La Cina non è più primo creditore del debito pubblico americano. Lo hanno dimostrato gli ultimi dati del Tesoro USA, secondo i quali alla fine di ottobre, Pechino deteneva Treasuries per 1.120 miliardi di dollari, appena superata dai 1.130 miliardi del Giappone, il livello più basso degli ultimi otto anni. In un solo mese, i cinesi hanno dismesso titoli di stato a stelle e strisce per 41,3 miliardi, così come anche i giapponesi, ma solo per 4,5 miliardi.

Come mai questa fuga dal debito americano e quali conseguenze potrebbe avere? La risalita dei rendimenti dei Treasuries, a seguito della stretta monetaria in corso, sta riducendone i prezzi, specie dei titoli a più lunga scadenza, un fatto che spinge i detentori del debito USA a vendere, implicando una svalutazione dei propri assets.
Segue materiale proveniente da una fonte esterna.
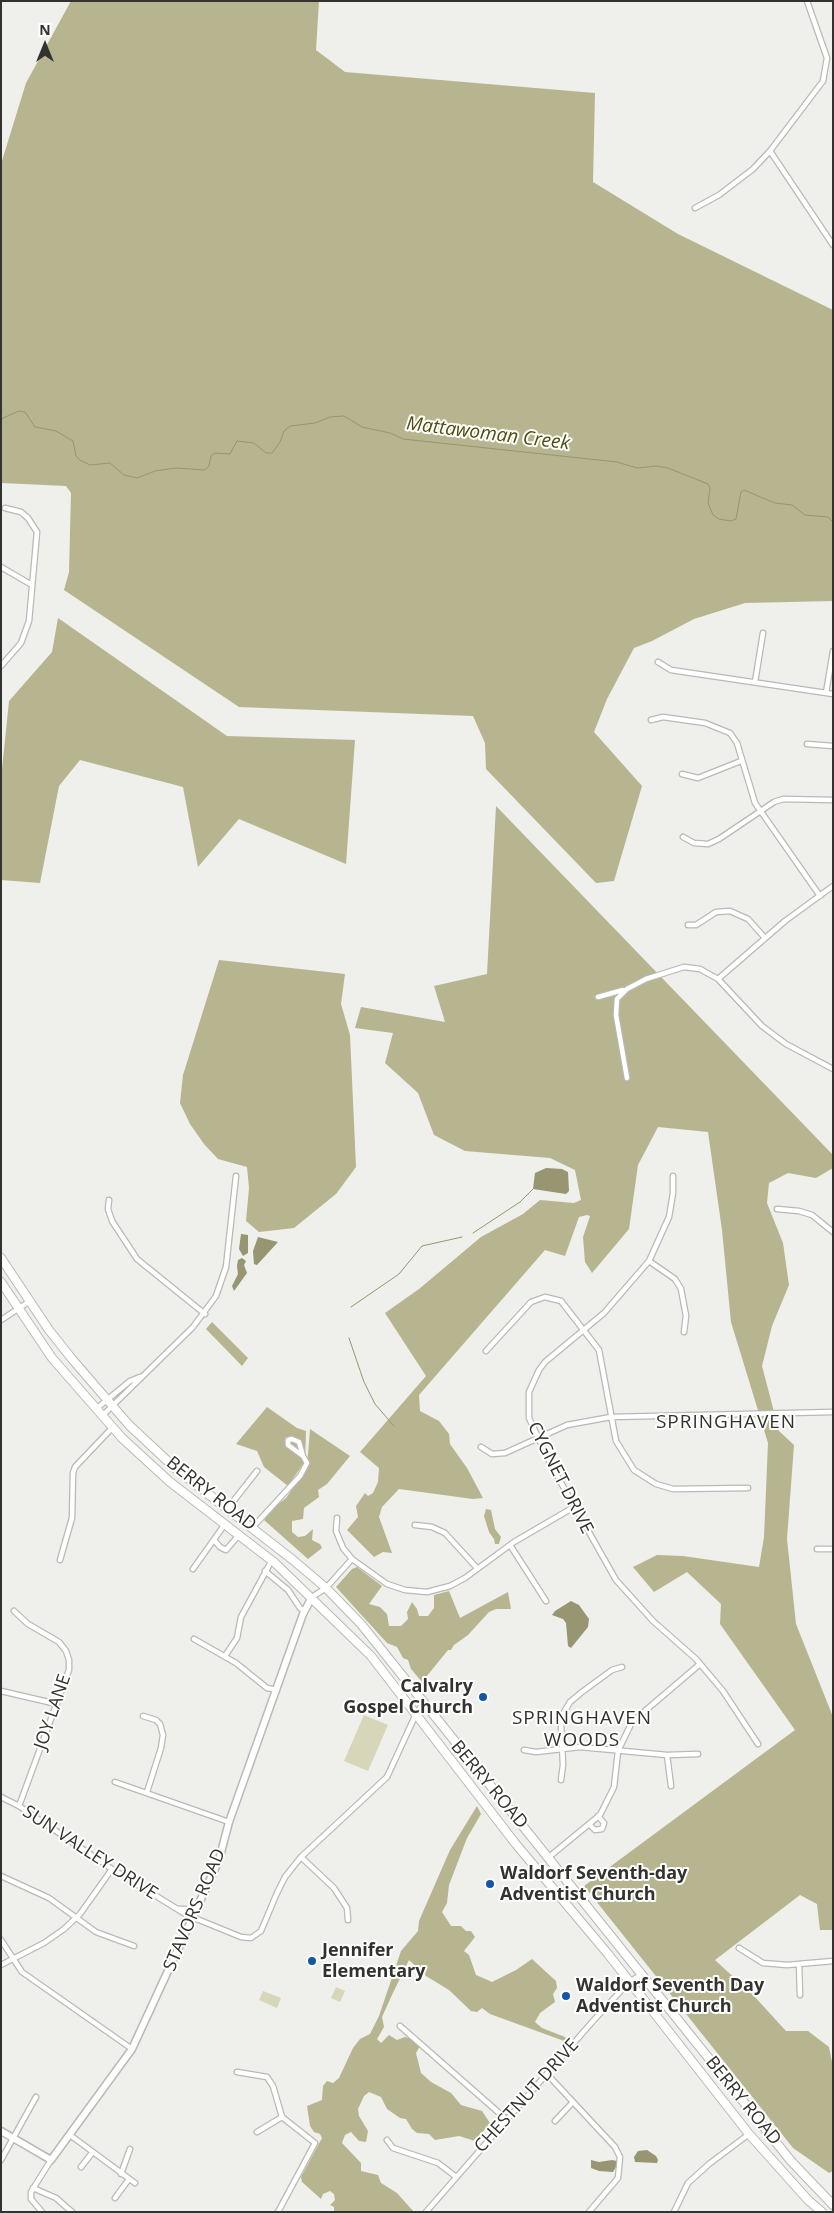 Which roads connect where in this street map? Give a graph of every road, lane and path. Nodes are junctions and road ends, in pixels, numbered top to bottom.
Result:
1 (807, 1) edge
2 (770, 152) junction
3 (695, 208) dead end
4 (833, 245) edge
5 (6, 508) dead end
6 (1, 566) edge
7 (32, 586) junction
8 (763, 633) dead end
9 (833, 651) edge
10 (658, 662) dead end
11 (1, 666) edge
12 (755, 682) junction
13 (826, 693) junction
14 (833, 694) edge
15 (650, 720) dead end
16 (808, 744) dead end
17 (833, 746) edge
18 (741, 762) junction
19 (682, 774) dead end
20 (833, 800) edge
21 (761, 811) junction
22 (684, 838) dead end
23 (833, 886) edge
24 (820, 896) junction
25 (688, 925) dead end
26 (765, 938) junction
27 (718, 979) junction
28 (627, 989) junction
29 (598, 997) dead end
30 (833, 1069) edge
31 (627, 1078) dead end
32 (236, 1176) dead end
33 (673, 1176) dead end
34 (109, 1200) dead end
35 (777, 1209) dead end
36 (833, 1232) edge
37 (1, 1258) edge
38 (649, 1261) junction
39 (1, 1282) edge
40 (30, 1301) junction
41 (19, 1309) junction
42 (204, 1314) junction
43 (1, 1320) edge
44 (586, 1330) junction
45 (684, 1332) dead end
46 (486, 1351) dead end
47 (109, 1403) junction
48 (95, 1409) junction
49 (833, 1412) edge
50 (101, 1416) junction
51 (611, 1417) junction
52 (112, 1428) junction
53 (537, 1436) junction
54 (481, 1447) dead end
55 (304, 1456) dead end
56 (257, 1471) dead end
57 (748, 1488) dead end
58 (574, 1507) junction
59 (228, 1508) junction
60 (337, 1518) dead end
61 (226, 1524) junction
62 (415, 1525) dead end
63 (253, 1527) junction
64 (239, 1534) junction
65 (214, 1540) junction
66 (510, 1545) junction
67 (833, 1548) edge
68 (817, 1549) dead end
69 (352, 1559) junction
70 (60, 1560) dead end
71 (272, 1560) junction
72 (478, 1568) junction
73 (193, 1569) dead end
74 (265, 1571) junction
75 (326, 1588) junction
76 (312, 1597) junction
77 (546, 1601) dead end
78 (14, 1611) dead end
79 (304, 1611) junction
80 (194, 1638) dead end
81 (225, 1656) junction
82 (700, 1664) junction
83 (622, 1668) dead end
84 (277, 1690) junction
85 (1, 1691) edge
86 (424, 1702) junction
87 (57, 1704) junction
88 (416, 1714) junction
89 (143, 1716) dead end
90 (758, 1744) dead end
91 (562, 1748) junction
92 (524, 1750) dead end
93 (618, 1751) junction
94 (698, 1754) dead end
95 (668, 1755) junction
96 (561, 1780) dead end
97 (116, 1782) dead end
98 (670, 1786) dead end
99 (147, 1792) junction
100 (1, 1797) edge
101 (19, 1806) junction
102 (598, 1816) junction
103 (229, 1822) junction
104 (590, 1825) junction
105 (301, 1857) junction
106 (548, 1857) junction
107 (112, 1870) junction
108 (1, 1876) edge
109 (194, 1916) junction
110 (75, 1918) junction
111 (348, 1920) dead end
112 (1, 1940) edge
113 (134, 1946) dead end
114 (739, 1948) dead end
115 (14, 1959) junction
116 (833, 1961) edge
117 (799, 1964) junction
118 (1, 1965) edge
119 (641, 1975) junction
120 (629, 1982) junction
121 (800, 1995) dead end
122 (400, 2026) dead end
123 (132, 2048) junction
124 (237, 2072) dead end
125 (547, 2074) junction
126 (36, 2097) dead end
127 (573, 2102) junction
128 (282, 2117) junction
129 (506, 2119) junction
130 (555, 2121) dead end
131 (1, 2131) edge
132 (256, 2132) dead end
133 (750, 2134) junction
134 (70, 2135) junction
135 (14, 2138) junction
136 (387, 2140) dead end
137 (130, 2149) dead end
138 (92, 2153) junction
139 (1, 2160) edge
140 (51, 2160) junction
141 (81, 2167) dead end
142 (121, 2174) junction
143 (455, 2176) junction
144 (129, 2179) junction
145 (135, 2183) dead end
146 (33, 2188) junction
147 (115, 2198) dead end
148 (833, 2205) edge
149 (42, 2212) edge
150 (72, 2212) edge
151 (278, 2212) edge
152 (426, 2212) edge
153 (589, 2212) edge
154 (674, 2212) edge
155 (822, 2212) edge

1 - 2 street
2 - 3 street
2 - 4 street
5 - 7 street
6 - 7 street
7 - 11 street
8 - 12 street
9 - 13 street
10 - 12 street
12 - 13 street
13 - 14 street
15 - 18 street
16 - 17 street
18 - 19 street
18 - 21 street
20 - 21 street
21 - 22 street
21 - 24 street
23 - 24 street
24 - 26 street
25 - 26 street
26 - 27 street
27 - 28 street
27 - 30 street
28 - 29 street
28 - 31 street
32 - 42 street
33 - 38 street, CYGNET DRIVE
34 - 42 street
35 - 36 street
37 - 40 highway, BERRY ROAD
38 - 44 street, CYGNET DRIVE
38 - 45 street
39 - 41 highway, BERRY ROAD
40 - 41 street
40 - 47 highway, BERRY ROAD
41 - 43 street
41 - 48 highway, BERRY ROAD
42 - 47 street
44 - 46 street
44 - 51 street
44 - 53 street, CYGNET DRIVE
47 - 48 street
47 - 50 street
47 - 59 highway, BERRY ROAD
48 - 50 highway, BERRY ROAD
49 - 51 street
50 - 52 highway, BERRY ROAD
51 - 53 street
51 - 57 street
52 - 61 highway, BERRY ROAD
52 - 70 street
53 - 54 street
53 - 58 street, CYGNET DRIVE
55 - 63 street
56 - 59 street
58 - 66 street
58 - 82 street, CYGNET DRIVE
59 - 63 highway, BERRY ROAD
60 - 69 street
61 - 64 highway, BERRY ROAD
61 - 65 street
62 - 72 street
63 - 75 highway, BERRY ROAD
64 - 65 street
64 - 71 highway, BERRY ROAD
65 - 73 street
66 - 72 street
66 - 77 street
67 - 68 street
69 - 72 street
69 - 75 street
71 - 74 street
71 - 76 highway, BERRY ROAD
74 - 79 street
74 - 81 street
75 - 76 street
75 - 86 highway, BERRY ROAD
76 - 79 street, STAVORS ROAD
76 - 88 highway, BERRY ROAD
78 - 87 street, JOY LANE
79 - 84 street, STAVORS ROAD
80 - 81 street
81 - 84 street
82 - 90 street, CYGNET DRIVE
82 - 93 street
83 - 91 street
84 - 103 street, STAVORS ROAD
85 - 87 street
86 - 88 street
86 - 106 highway, BERRY ROAD
87 - 101 street, JOY LANE
88 - 105 street
88 - 120 highway, BERRY ROAD
89 - 99 street
91 - 92 street
91 - 93 street
91 - 96 street
93 - 95 street
93 - 102 street
94 - 95 street
95 - 98 street
97 - 99 street
99 - 103 street
100 - 101 street, SUN VALLEY DRIVE
101 - 107 street, SUN VALLEY DRIVE
102 - 104 street
102 - 104 street
103 - 109 street, STAVORS ROAD
104 - 106 street
105 - 109 street, SUN VALLEY DRIVE
105 - 111 street
106 - 119 highway, BERRY ROAD
107 - 109 street, SUN VALLEY DRIVE
107 - 110 street
108 - 110 street
109 - 123 street, STAVORS ROAD
110 - 113 street
110 - 115 street
112 - 115 street
114 - 117 street
115 - 118 street
115 - 123 street
116 - 117 street
117 - 121 street
119 - 120 street, CHESTNUT DRIVE
119 - 148 highway, BERRY ROAD
120 - 125 street, CHESTNUT DRIVE
120 - 133 highway, BERRY ROAD
122 - 129 street
123 - 134 street, STAVORS ROAD
124 - 128 street
125 - 127 street
125 - 129 street, CHESTNUT DRIVE
126 - 135 street
127 - 130 street
127 - 153 street
128 - 132 street
128 - 151 street
129 - 143 street, CHESTNUT DRIVE
131 - 135 street
133 - 154 street
133 - 155 highway, BERRY ROAD
134 - 138 street
134 - 140 street, STAVORS ROAD
135 - 139 street
135 - 140 street
136 - 143 street
137 - 142 street
138 - 141 street
138 - 142 street
140 - 146 street, STAVORS ROAD
142 - 144 street
143 - 152 street, CHESTNUT DRIVE
144 - 145 street
144 - 147 street
146 - 149 street, STAVORS ROAD
146 - 150 street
(Leggi anche: Debito USA, vendite record di Treasuries)

Lo yuan perde colpi

Tuttavia, nel caso della Cina ci sarebbe un’altra motivazione dietro al crollo dei Treasuries tra le riserve valutarie, ovvero la fuga dei capitali, che è iniziata lo scorso anno e che sta proseguendo a tutt’ora, facendo defluire centinaia di miliardi di dollari, deprezzando il cambio tra yuan e dollaro, che quest’anno si è indebolito del 6,7%, di cui l’1,5% nel mese di ottobre, quello delle massicce vendite di titoli USA.

Venerdì scorso, a conferma delle pressioni ribassiste sullo yuan, la People’s Bank of China ha fissato il tasso di cambio a inizio seduta al minimo degli ultimi otto anni e mezzo contro il dollaro, scendendo fino a oltre 6,96. Ma tutto ciò è un bene o un male per gli USA? (Leggi anche: Ecco chi sono i creditori dell’America e le ultime mosse della Cina)

 

 

 

 

Un bene o un male che la Cina venda?

Il fatto che la Cina sia arrivata a detenere 1.300 miliardi di dollari in titoli del debito americano, l’8% del totale, è stato percepito ad oggi come un potenziale rischio, ovvero come la concentrazione di un potere negoziale eccessivo nelle mani dei cinesi.

Non la pensa così il presidente eletto Donald Trump, secondo cui alti quantitativi di debito in mani cinesi sarebbero favorevoli alla forza negoziale degli USA, in quanto il valore degli assets di Pechino dipenderebbe dalle azioni del governo americano. (Leggi anche: Economia USA, agenda Trump sarà conservatrice)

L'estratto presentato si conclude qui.